Entries provided:

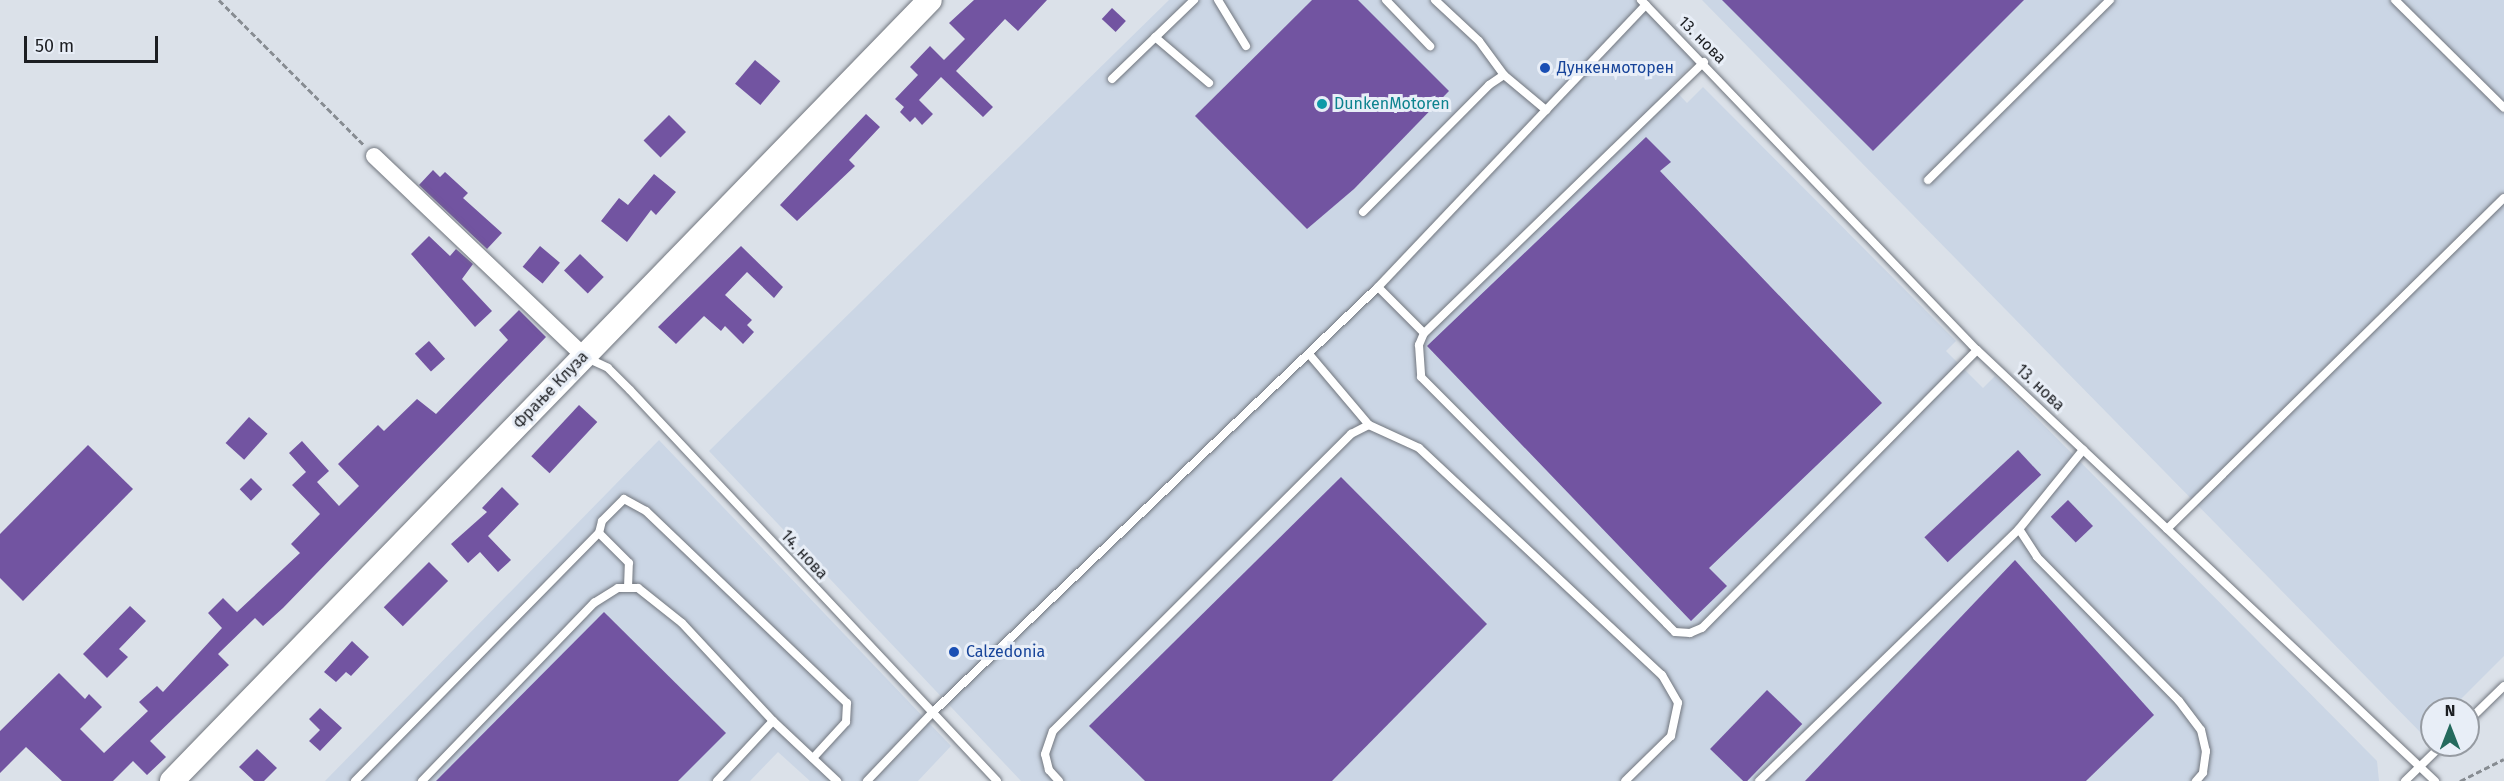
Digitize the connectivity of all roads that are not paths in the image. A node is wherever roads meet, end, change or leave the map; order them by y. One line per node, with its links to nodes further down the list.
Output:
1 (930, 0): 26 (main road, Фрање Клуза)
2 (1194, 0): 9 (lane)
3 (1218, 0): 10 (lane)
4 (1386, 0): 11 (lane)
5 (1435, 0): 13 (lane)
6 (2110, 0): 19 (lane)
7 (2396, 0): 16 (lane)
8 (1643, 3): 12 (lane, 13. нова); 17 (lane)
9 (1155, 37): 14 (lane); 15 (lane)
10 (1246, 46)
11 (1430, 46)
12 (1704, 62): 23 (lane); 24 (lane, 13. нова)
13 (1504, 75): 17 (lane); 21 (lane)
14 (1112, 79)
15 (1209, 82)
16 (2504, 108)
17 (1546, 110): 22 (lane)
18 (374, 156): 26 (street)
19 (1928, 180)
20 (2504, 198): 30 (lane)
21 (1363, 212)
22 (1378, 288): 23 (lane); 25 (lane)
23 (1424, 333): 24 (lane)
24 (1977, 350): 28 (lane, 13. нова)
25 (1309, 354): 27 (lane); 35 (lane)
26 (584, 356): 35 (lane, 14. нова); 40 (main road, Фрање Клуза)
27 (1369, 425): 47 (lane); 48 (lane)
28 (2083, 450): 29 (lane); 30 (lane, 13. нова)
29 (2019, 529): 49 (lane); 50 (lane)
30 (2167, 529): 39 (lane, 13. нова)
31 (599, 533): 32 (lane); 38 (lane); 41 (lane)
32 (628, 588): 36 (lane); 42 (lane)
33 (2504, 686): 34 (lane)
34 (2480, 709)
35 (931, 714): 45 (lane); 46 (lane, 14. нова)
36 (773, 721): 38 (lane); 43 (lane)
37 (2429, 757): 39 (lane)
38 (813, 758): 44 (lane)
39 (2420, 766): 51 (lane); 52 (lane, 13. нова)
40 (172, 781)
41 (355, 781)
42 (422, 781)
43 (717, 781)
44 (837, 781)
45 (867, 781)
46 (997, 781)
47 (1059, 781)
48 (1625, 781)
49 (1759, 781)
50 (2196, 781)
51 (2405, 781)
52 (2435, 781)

* * *

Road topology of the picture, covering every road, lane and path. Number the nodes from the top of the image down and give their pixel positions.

What this task involves: Only lines holding the word "image" are wanted here; copy each from the listing.

Written solution:
Digitize the connectivity of all roads that are not paths in the image. A node is wherever roads meet, end, change or leave the map; order them by y. One line per node, with its links to nodes further down the list.
Road topology of the picture, covering every road, lane and path. Number the nodes from the top of the image down and give their pixel positions.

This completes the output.